**Work order**
Only lines holding "Cedarhill" are needed; copy each of them from the data below.

**Stored data entries**
++++
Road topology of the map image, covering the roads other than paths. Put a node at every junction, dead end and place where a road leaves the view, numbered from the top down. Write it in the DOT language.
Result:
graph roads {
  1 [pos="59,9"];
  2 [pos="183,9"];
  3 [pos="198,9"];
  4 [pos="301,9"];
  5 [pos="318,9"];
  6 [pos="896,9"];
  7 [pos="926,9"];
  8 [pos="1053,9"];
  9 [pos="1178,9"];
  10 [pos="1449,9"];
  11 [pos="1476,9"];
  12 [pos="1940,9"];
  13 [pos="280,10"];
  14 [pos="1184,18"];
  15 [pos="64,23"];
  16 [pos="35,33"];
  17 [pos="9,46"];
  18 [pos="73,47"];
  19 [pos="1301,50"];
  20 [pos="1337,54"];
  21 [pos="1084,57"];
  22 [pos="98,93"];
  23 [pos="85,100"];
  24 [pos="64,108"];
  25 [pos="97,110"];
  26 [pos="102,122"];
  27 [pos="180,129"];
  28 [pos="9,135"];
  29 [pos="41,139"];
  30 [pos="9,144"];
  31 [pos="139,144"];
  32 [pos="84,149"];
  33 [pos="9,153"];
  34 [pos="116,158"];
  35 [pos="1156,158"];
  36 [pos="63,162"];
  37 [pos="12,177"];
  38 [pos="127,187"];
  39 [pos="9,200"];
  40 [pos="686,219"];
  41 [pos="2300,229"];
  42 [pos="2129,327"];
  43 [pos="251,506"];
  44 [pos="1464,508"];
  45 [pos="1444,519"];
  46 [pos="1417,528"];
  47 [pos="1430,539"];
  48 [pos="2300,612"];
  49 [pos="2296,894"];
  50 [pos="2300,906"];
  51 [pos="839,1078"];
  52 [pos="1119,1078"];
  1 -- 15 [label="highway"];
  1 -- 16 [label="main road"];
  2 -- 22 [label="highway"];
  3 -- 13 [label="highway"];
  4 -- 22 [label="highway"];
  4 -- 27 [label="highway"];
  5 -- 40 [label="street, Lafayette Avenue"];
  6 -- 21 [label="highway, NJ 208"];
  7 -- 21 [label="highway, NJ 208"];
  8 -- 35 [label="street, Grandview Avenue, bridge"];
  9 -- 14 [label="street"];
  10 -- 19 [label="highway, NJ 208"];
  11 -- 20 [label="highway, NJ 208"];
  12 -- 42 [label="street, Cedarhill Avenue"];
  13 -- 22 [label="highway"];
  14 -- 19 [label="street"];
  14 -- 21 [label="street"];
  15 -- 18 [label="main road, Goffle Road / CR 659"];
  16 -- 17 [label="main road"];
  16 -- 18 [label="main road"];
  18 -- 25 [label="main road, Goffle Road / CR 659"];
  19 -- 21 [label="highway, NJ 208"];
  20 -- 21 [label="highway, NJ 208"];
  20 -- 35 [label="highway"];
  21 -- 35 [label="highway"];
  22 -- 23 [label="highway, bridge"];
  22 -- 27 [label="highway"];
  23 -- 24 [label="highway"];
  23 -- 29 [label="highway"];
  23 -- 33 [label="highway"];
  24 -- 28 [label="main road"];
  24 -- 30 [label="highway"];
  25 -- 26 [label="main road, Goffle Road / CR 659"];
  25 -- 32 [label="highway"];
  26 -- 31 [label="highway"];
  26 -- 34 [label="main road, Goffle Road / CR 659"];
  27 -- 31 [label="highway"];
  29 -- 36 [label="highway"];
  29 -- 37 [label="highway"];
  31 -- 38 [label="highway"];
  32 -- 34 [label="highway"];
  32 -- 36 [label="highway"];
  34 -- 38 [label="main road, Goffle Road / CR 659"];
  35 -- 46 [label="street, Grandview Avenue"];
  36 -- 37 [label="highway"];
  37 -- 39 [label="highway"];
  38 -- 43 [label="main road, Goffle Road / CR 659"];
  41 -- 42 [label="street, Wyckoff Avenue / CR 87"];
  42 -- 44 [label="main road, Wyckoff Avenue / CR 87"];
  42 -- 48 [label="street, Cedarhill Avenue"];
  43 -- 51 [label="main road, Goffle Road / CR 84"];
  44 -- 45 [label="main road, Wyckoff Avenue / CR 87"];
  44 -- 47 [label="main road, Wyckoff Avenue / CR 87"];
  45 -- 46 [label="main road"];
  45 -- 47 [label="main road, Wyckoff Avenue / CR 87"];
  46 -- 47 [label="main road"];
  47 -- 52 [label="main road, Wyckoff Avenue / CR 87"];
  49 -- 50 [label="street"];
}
++++
**The answer**
  12 -- 42 [label="street, Cedarhill Avenue"];
  42 -- 48 [label="street, Cedarhill Avenue"];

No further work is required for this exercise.